● **TASK TO COMPLETE**: Output all entries below exactly as they are given.

● **RECORDS TO USE**:
====================
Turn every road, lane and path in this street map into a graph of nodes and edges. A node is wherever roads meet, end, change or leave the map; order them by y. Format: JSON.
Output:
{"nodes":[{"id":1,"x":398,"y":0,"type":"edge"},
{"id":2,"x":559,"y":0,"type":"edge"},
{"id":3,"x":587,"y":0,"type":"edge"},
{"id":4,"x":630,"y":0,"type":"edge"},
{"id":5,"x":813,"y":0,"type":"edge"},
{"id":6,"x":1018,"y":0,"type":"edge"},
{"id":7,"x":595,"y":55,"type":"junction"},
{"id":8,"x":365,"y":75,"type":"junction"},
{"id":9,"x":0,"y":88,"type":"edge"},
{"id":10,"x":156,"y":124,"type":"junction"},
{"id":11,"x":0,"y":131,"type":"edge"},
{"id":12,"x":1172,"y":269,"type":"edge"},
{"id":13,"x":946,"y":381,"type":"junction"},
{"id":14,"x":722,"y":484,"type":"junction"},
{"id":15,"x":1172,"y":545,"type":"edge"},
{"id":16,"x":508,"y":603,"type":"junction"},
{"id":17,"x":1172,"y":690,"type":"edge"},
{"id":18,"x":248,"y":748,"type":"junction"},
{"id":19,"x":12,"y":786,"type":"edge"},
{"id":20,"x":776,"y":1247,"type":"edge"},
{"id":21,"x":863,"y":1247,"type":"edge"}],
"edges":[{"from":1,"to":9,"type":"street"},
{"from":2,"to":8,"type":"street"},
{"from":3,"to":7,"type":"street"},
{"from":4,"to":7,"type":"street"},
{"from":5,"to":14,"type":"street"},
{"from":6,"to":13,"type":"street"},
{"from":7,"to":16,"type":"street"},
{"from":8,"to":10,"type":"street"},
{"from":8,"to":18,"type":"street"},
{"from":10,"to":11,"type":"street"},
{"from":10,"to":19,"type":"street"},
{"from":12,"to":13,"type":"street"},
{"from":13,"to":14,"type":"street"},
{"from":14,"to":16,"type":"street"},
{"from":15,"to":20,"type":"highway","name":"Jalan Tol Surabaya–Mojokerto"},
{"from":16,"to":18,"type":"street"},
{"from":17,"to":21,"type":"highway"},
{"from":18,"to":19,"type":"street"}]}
====================
● **ANSWER SPACE**:
Turn every road, lane and path in this street map into a graph of nodes and edges. A node is wherever roads meet, end, change or leave the map; order them by y. Format: JSON.
Output:
{"nodes":[{"id":1,"x":398,"y":0,"type":"edge"},
{"id":2,"x":559,"y":0,"type":"edge"},
{"id":3,"x":587,"y":0,"type":"edge"},
{"id":4,"x":630,"y":0,"type":"edge"},
{"id":5,"x":813,"y":0,"type":"edge"},
{"id":6,"x":1018,"y":0,"type":"edge"},
{"id":7,"x":595,"y":55,"type":"junction"},
{"id":8,"x":365,"y":75,"type":"junction"},
{"id":9,"x":0,"y":88,"type":"edge"},
{"id":10,"x":156,"y":124,"type":"junction"},
{"id":11,"x":0,"y":131,"type":"edge"},
{"id":12,"x":1172,"y":269,"type":"edge"},
{"id":13,"x":946,"y":381,"type":"junction"},
{"id":14,"x":722,"y":484,"type":"junction"},
{"id":15,"x":1172,"y":545,"type":"edge"},
{"id":16,"x":508,"y":603,"type":"junction"},
{"id":17,"x":1172,"y":690,"type":"edge"},
{"id":18,"x":248,"y":748,"type":"junction"},
{"id":19,"x":12,"y":786,"type":"edge"},
{"id":20,"x":776,"y":1247,"type":"edge"},
{"id":21,"x":863,"y":1247,"type":"edge"}],
"edges":[{"from":1,"to":9,"type":"street"},
{"from":2,"to":8,"type":"street"},
{"from":3,"to":7,"type":"street"},
{"from":4,"to":7,"type":"street"},
{"from":5,"to":14,"type":"street"},
{"from":6,"to":13,"type":"street"},
{"from":7,"to":16,"type":"street"},
{"from":8,"to":10,"type":"street"},
{"from":8,"to":18,"type":"street"},
{"from":10,"to":11,"type":"street"},
{"from":10,"to":19,"type":"street"},
{"from":12,"to":13,"type":"street"},
{"from":13,"to":14,"type":"street"},
{"from":14,"to":16,"type":"street"},
{"from":15,"to":20,"type":"highway","name":"Jalan Tol Surabaya–Mojokerto"},
{"from":16,"to":18,"type":"street"},
{"from":17,"to":21,"type":"highway"},
{"from":18,"to":19,"type":"street"}]}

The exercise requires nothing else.